* **Exercise instructions**: Word for word, print each record, dropping any image it holds.
──────────
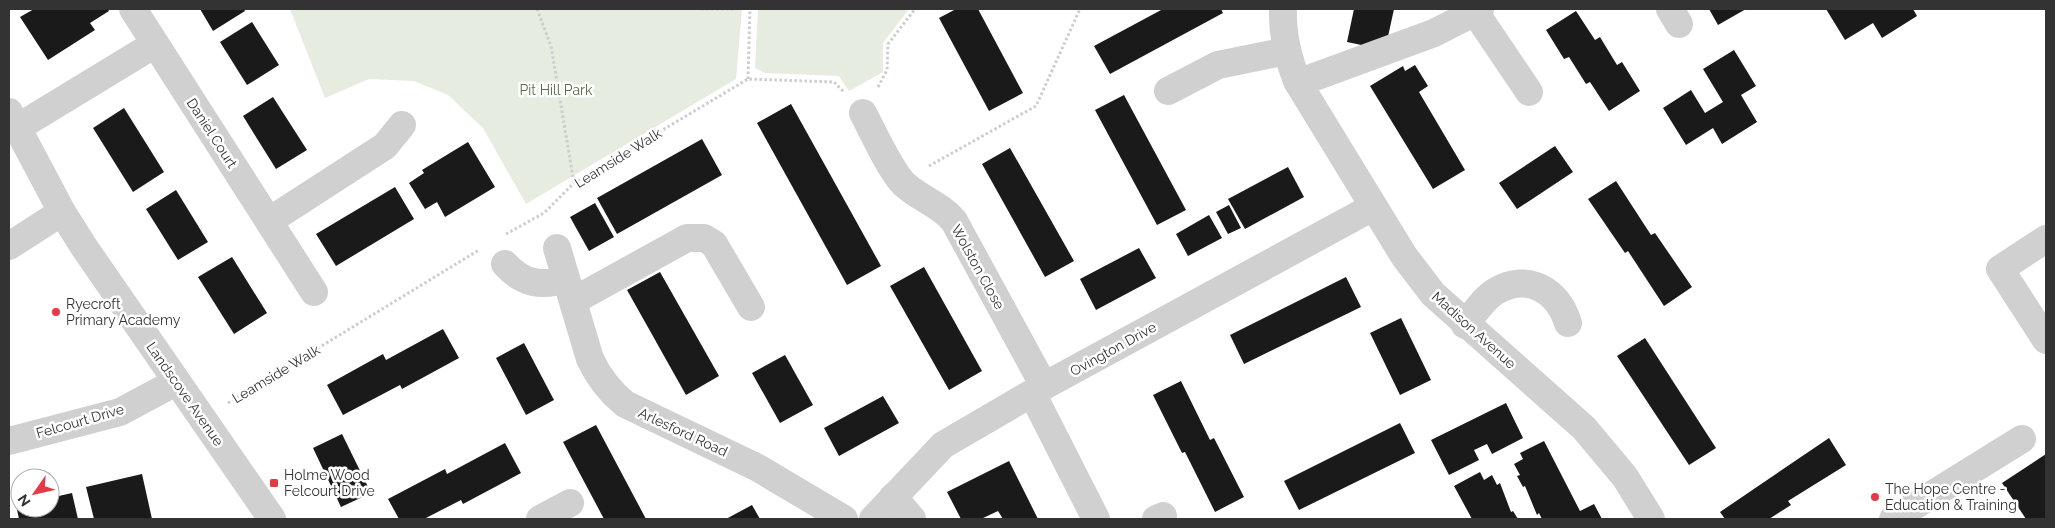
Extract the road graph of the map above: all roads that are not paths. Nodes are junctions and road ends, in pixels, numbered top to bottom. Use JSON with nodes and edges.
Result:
{"nodes":[{"id":1,"x":133,"y":9,"type":"edge"},
{"id":2,"x":1283,"y":9,"type":"edge"},
{"id":3,"x":1478,"y":11,"type":"edge"},
{"id":4,"x":155,"y":44,"type":"junction"},
{"id":5,"x":1287,"y":51,"type":"junction"},
{"id":6,"x":1298,"y":83,"type":"junction"},
{"id":7,"x":1168,"y":91,"type":"dead end"},
{"id":8,"x":1529,"y":92,"type":"dead end"},
{"id":9,"x":863,"y":114,"type":"road end"},
{"id":10,"x":13,"y":120,"type":"edge"},
{"id":11,"x":402,"y":125,"type":"dead end"},
{"id":12,"x":1374,"y":207,"type":"junction"},
{"id":13,"x":62,"y":212,"type":"junction"},
{"id":14,"x":269,"y":221,"type":"junction"},
{"id":15,"x":2046,"y":239,"type":"edge"},
{"id":16,"x":9,"y":246,"type":"edge"},
{"id":17,"x":557,"y":248,"type":"dead end"},
{"id":18,"x":506,"y":264,"type":"dead end"},
{"id":19,"x":570,"y":290,"type":"junction"},
{"id":20,"x":314,"y":292,"type":"dead end"},
{"id":21,"x":751,"y":307,"type":"dead end"},
{"id":22,"x":1568,"y":323,"type":"dead end"},
{"id":23,"x":1465,"y":325,"type":"junction"},
{"id":24,"x":2046,"y":340,"type":"edge"},
{"id":25,"x":176,"y":382,"type":"junction"},
{"id":26,"x":1038,"y":390,"type":"junction"},
{"id":27,"x":2022,"y":438,"type":"dead end"},
{"id":28,"x":9,"y":441,"type":"edge"},
{"id":29,"x":893,"y":497,"type":"junction"},
{"id":30,"x":570,"y":504,"type":"dead end"},
{"id":31,"x":272,"y":519,"type":"edge"},
{"id":32,"x":540,"y":519,"type":"edge"},
{"id":33,"x":844,"y":519,"type":"edge"},
{"id":34,"x":873,"y":519,"type":"edge"},
{"id":35,"x":912,"y":519,"type":"edge"},
{"id":36,"x":1096,"y":519,"type":"edge"},
{"id":37,"x":1652,"y":519,"type":"edge"},
{"id":38,"x":1893,"y":519,"type":"edge"}],
"edges":[{"from":1,"to":4,"type":"street","name":"Daniel Court"},
{"from":2,"to":5,"type":"street","name":"Madison Avenue"},
{"from":3,"to":6,"type":"street"},
{"from":3,"to":8,"type":"street"},
{"from":4,"to":10,"type":"street"},
{"from":4,"to":14,"type":"street","name":"Daniel Court"},
{"from":5,"to":6,"type":"street","name":"Madison Avenue"},
{"from":5,"to":7,"type":"street"},
{"from":6,"to":12,"type":"street","name":"Madison Avenue"},
{"from":9,"to":26,"type":"street","name":"Wolston Close"},
{"from":10,"to":13,"type":"street","name":"Landscove Avenue"},
{"from":11,"to":14,"type":"street"},
{"from":12,"to":23,"type":"street","name":"Madison Avenue"},
{"from":12,"to":26,"type":"street","name":"Ovington Drive"},
{"from":13,"to":16,"type":"street"},
{"from":13,"to":25,"type":"street","name":"Landscove Avenue"},
{"from":14,"to":20,"type":"street","name":"Daniel Court"},
{"from":15,"to":24,"type":"street"},
{"from":17,"to":19,"type":"street","name":"Arlesford Road"},
{"from":18,"to":19,"type":"street"},
{"from":19,"to":21,"type":"street"},
{"from":19,"to":33,"type":"street","name":"Arlesford Road"},
{"from":22,"to":23,"type":"street"},
{"from":23,"to":37,"type":"street","name":"Madison Avenue"},
{"from":25,"to":28,"type":"street","name":"Felcourt Drive"},
{"from":25,"to":31,"type":"street","name":"Landscove Avenue"},
{"from":26,"to":29,"type":"street","name":"Ovington Drive"},
{"from":26,"to":36,"type":"street","name":"Wolston Close"},
{"from":27,"to":38,"type":"street"},
{"from":29,"to":34,"type":"street","name":"Ovington Drive"},
{"from":29,"to":35,"type":"street"},
{"from":30,"to":32,"type":"street"}]}
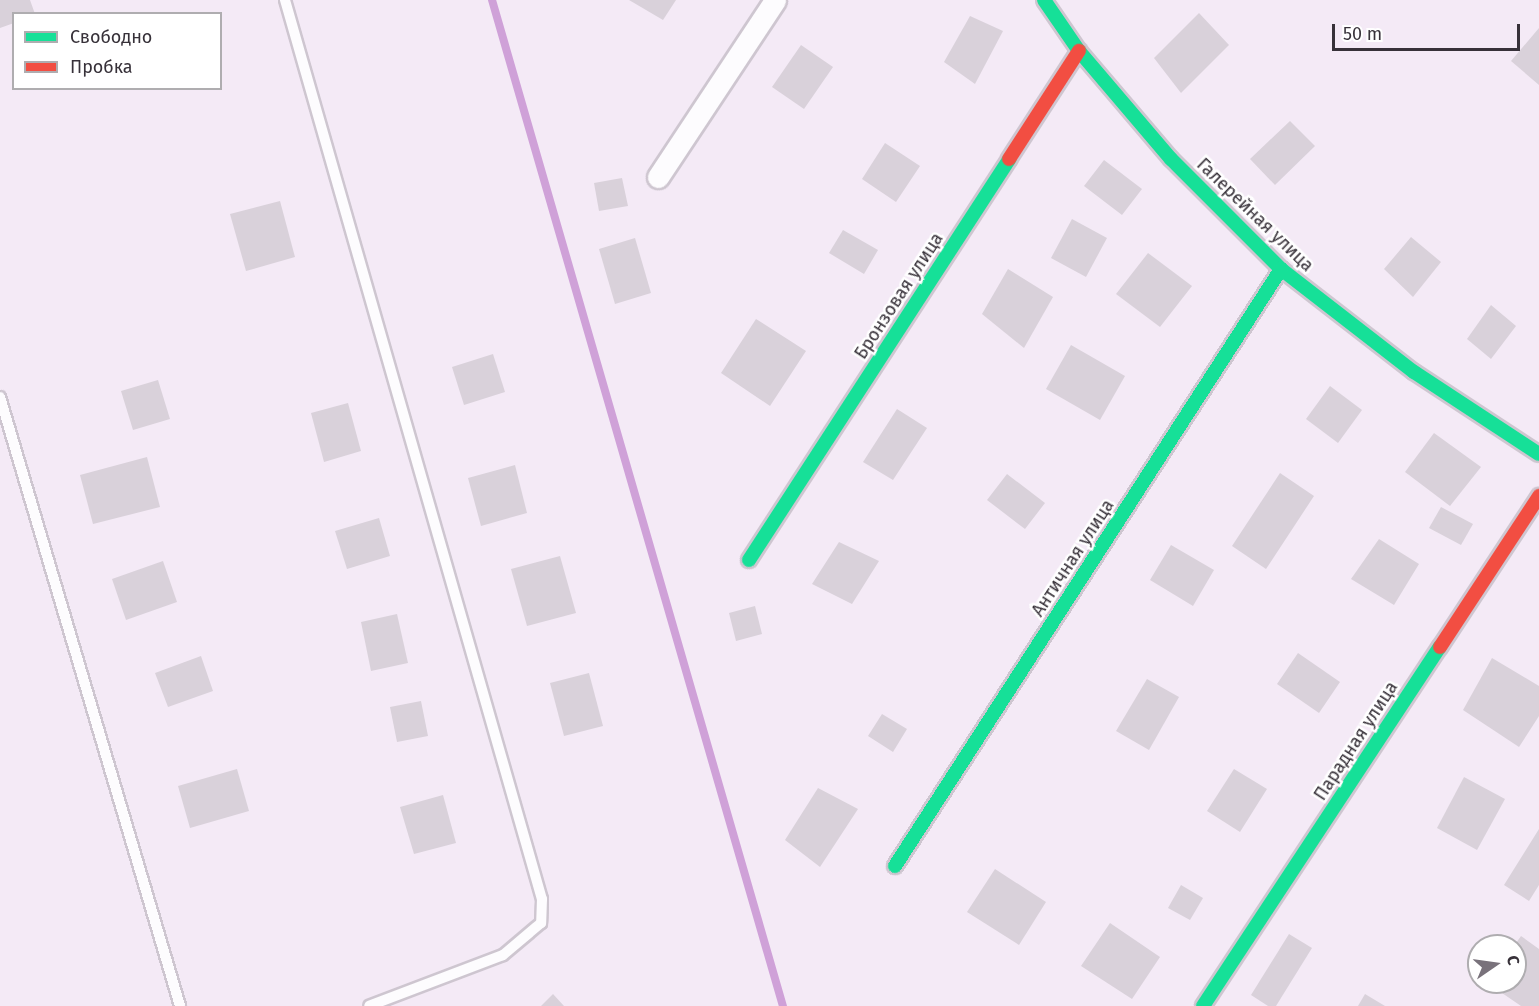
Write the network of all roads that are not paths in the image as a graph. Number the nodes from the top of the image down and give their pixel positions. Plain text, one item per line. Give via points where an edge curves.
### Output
1 (285, 0) edge
2 (775, 0) edge
3 (1044, 0) edge
4 (1079, 51) junction
5 (658, 177) dead end
6 (1281, 269) junction
7 (0, 397) edge
8 (1539, 454) edge
9 (1539, 496) edge
10 (749, 560) dead end
11 (895, 866) dead end
12 (180, 1006) edge
13 (369, 1006) edge
14 (1203, 1006) edge

1 - 13 lane via 542,899 541,923 503,955
2 - 5 street
3 - 4 street, Галерейная улица
4 - 6 street, Галерейная улица via 1172,159
4 - 10 street, Бронзовая улица
6 - 8 street, Галерейная улица via 1414,372
6 - 11 street, Античная улица
7 - 12 lane
9 - 14 street, Парадная улица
──────────
* **Output for this exercise**:
Extract the road graph of the map above: all roads that are not paths. Nodes are junctions and road ends, in pixels, numbered top to bottom. Use JSON with nodes and edges.
Result:
{"nodes":[{"id":1,"x":133,"y":9,"type":"edge"},
{"id":2,"x":1283,"y":9,"type":"edge"},
{"id":3,"x":1478,"y":11,"type":"edge"},
{"id":4,"x":155,"y":44,"type":"junction"},
{"id":5,"x":1287,"y":51,"type":"junction"},
{"id":6,"x":1298,"y":83,"type":"junction"},
{"id":7,"x":1168,"y":91,"type":"dead end"},
{"id":8,"x":1529,"y":92,"type":"dead end"},
{"id":9,"x":863,"y":114,"type":"road end"},
{"id":10,"x":13,"y":120,"type":"edge"},
{"id":11,"x":402,"y":125,"type":"dead end"},
{"id":12,"x":1374,"y":207,"type":"junction"},
{"id":13,"x":62,"y":212,"type":"junction"},
{"id":14,"x":269,"y":221,"type":"junction"},
{"id":15,"x":2046,"y":239,"type":"edge"},
{"id":16,"x":9,"y":246,"type":"edge"},
{"id":17,"x":557,"y":248,"type":"dead end"},
{"id":18,"x":506,"y":264,"type":"dead end"},
{"id":19,"x":570,"y":290,"type":"junction"},
{"id":20,"x":314,"y":292,"type":"dead end"},
{"id":21,"x":751,"y":307,"type":"dead end"},
{"id":22,"x":1568,"y":323,"type":"dead end"},
{"id":23,"x":1465,"y":325,"type":"junction"},
{"id":24,"x":2046,"y":340,"type":"edge"},
{"id":25,"x":176,"y":382,"type":"junction"},
{"id":26,"x":1038,"y":390,"type":"junction"},
{"id":27,"x":2022,"y":438,"type":"dead end"},
{"id":28,"x":9,"y":441,"type":"edge"},
{"id":29,"x":893,"y":497,"type":"junction"},
{"id":30,"x":570,"y":504,"type":"dead end"},
{"id":31,"x":272,"y":519,"type":"edge"},
{"id":32,"x":540,"y":519,"type":"edge"},
{"id":33,"x":844,"y":519,"type":"edge"},
{"id":34,"x":873,"y":519,"type":"edge"},
{"id":35,"x":912,"y":519,"type":"edge"},
{"id":36,"x":1096,"y":519,"type":"edge"},
{"id":37,"x":1652,"y":519,"type":"edge"},
{"id":38,"x":1893,"y":519,"type":"edge"}],
"edges":[{"from":1,"to":4,"type":"street","name":"Daniel Court"},
{"from":2,"to":5,"type":"street","name":"Madison Avenue"},
{"from":3,"to":6,"type":"street"},
{"from":3,"to":8,"type":"street"},
{"from":4,"to":10,"type":"street"},
{"from":4,"to":14,"type":"street","name":"Daniel Court"},
{"from":5,"to":6,"type":"street","name":"Madison Avenue"},
{"from":5,"to":7,"type":"street"},
{"from":6,"to":12,"type":"street","name":"Madison Avenue"},
{"from":9,"to":26,"type":"street","name":"Wolston Close"},
{"from":10,"to":13,"type":"street","name":"Landscove Avenue"},
{"from":11,"to":14,"type":"street"},
{"from":12,"to":23,"type":"street","name":"Madison Avenue"},
{"from":12,"to":26,"type":"street","name":"Ovington Drive"},
{"from":13,"to":16,"type":"street"},
{"from":13,"to":25,"type":"street","name":"Landscove Avenue"},
{"from":14,"to":20,"type":"street","name":"Daniel Court"},
{"from":15,"to":24,"type":"street"},
{"from":17,"to":19,"type":"street","name":"Arlesford Road"},
{"from":18,"to":19,"type":"street"},
{"from":19,"to":21,"type":"street"},
{"from":19,"to":33,"type":"street","name":"Arlesford Road"},
{"from":22,"to":23,"type":"street"},
{"from":23,"to":37,"type":"street","name":"Madison Avenue"},
{"from":25,"to":28,"type":"street","name":"Felcourt Drive"},
{"from":25,"to":31,"type":"street","name":"Landscove Avenue"},
{"from":26,"to":29,"type":"street","name":"Ovington Drive"},
{"from":26,"to":36,"type":"street","name":"Wolston Close"},
{"from":27,"to":38,"type":"street"},
{"from":29,"to":34,"type":"street","name":"Ovington Drive"},
{"from":29,"to":35,"type":"street"},
{"from":30,"to":32,"type":"street"}]}
Write the network of all roads that are not paths in the image as a graph. Number the nodes from the top of the image down and give their pixel positions. Plain text, one item per line. Give via points where an edge curves.
### Output
1 (285, 0) edge
2 (775, 0) edge
3 (1044, 0) edge
4 (1079, 51) junction
5 (658, 177) dead end
6 (1281, 269) junction
7 (0, 397) edge
8 (1539, 454) edge
9 (1539, 496) edge
10 (749, 560) dead end
11 (895, 866) dead end
12 (180, 1006) edge
13 (369, 1006) edge
14 (1203, 1006) edge

1 - 13 lane via 542,899 541,923 503,955
2 - 5 street
3 - 4 street, Галерейная улица
4 - 6 street, Галерейная улица via 1172,159
4 - 10 street, Бронзовая улица
6 - 8 street, Галерейная улица via 1414,372
6 - 11 street, Античная улица
7 - 12 lane
9 - 14 street, Парадная улица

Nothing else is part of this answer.